(DATA FOR ANALYSIS Opens)

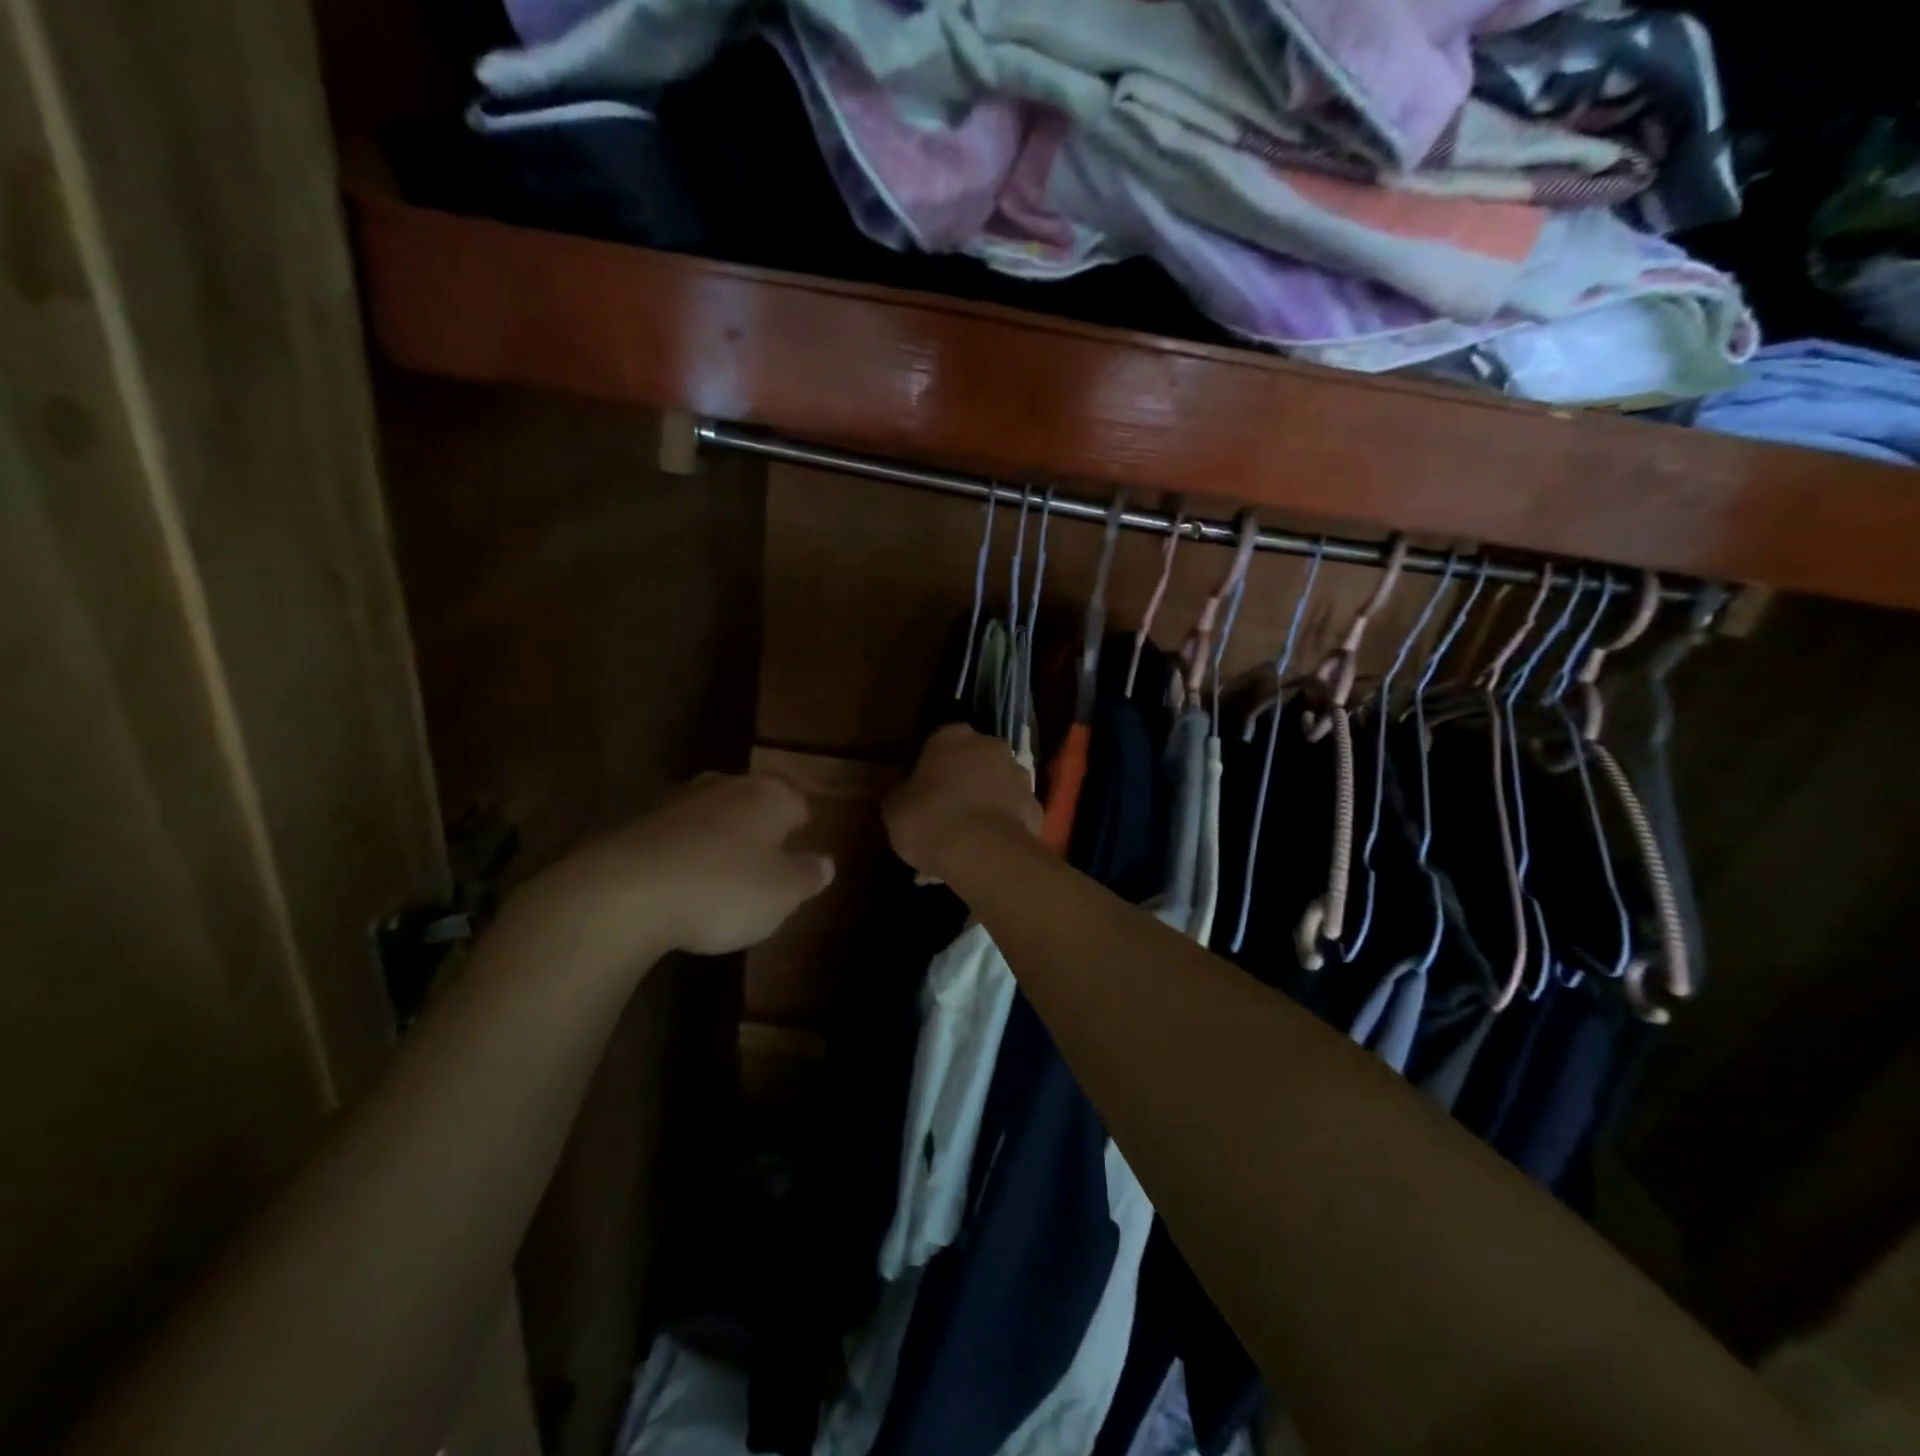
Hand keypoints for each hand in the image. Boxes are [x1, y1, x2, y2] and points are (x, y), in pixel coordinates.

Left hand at [522, 773, 834, 964]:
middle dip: (759, 829)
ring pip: (711, 814)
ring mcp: (677, 800)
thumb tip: (826, 862)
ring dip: (718, 839)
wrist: (622, 894)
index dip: (802, 830)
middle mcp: (725, 786)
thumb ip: (808, 876)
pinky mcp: (636, 822)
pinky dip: (681, 853)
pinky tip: (678, 886)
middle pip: (753, 802)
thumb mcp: (782, 894)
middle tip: (762, 866)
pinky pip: (674, 835)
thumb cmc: (722, 889)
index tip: (798, 858)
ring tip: (718, 879)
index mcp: (768, 795)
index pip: (799, 803)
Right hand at [884, 725, 1040, 881]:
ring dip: (987, 799)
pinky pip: (1014, 811)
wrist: (984, 853)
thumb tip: (904, 793)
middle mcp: (990, 746)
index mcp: (951, 737)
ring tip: (970, 834)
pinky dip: (1005, 823)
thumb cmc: (930, 822)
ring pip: (998, 783)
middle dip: (964, 778)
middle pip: (974, 758)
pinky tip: (990, 847)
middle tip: (947, 810)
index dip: (932, 765)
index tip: (923, 789)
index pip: (940, 741)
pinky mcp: (1036, 805)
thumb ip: (901, 794)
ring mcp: (1018, 774)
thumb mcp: (894, 810)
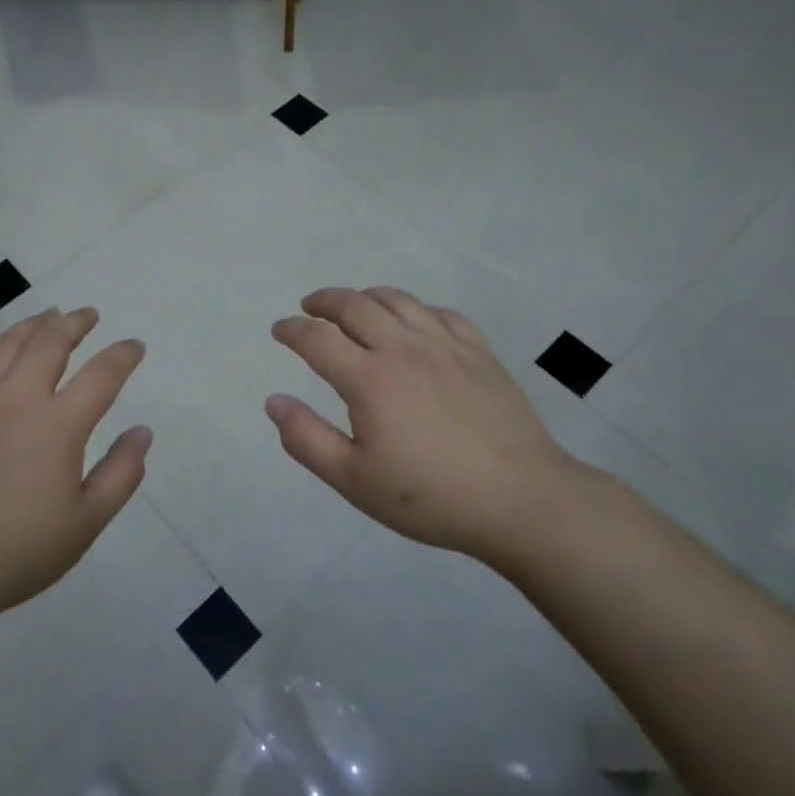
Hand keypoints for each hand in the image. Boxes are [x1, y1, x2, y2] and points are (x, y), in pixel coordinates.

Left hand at [0, 308, 150, 663]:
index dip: (123, 354)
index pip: (102, 373)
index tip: (135, 346)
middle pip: (50, 342)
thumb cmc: (18, 553)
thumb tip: (142, 431)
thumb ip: (121, 473)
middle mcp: (17, 398)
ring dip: (32, 325)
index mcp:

(DATA FOR ANALYSIS Closes)

WORK ITEM
Read the listing. Report every line that includes the word "thumb".

ANSWER
thumb tip: (826, 862)
thumb ip: (808, 876)
thumb mcp: (782, 894)
thumb cmc: (722, 889)
thumb tip: (904, 793)
thumb cmc: (930, 822)
thumb ip: (901, 794)
thumb mcp: (894, 810)
thumb cmc: (18, 553)
thumb tip: (142, 431)
thumb ip: (121, 473)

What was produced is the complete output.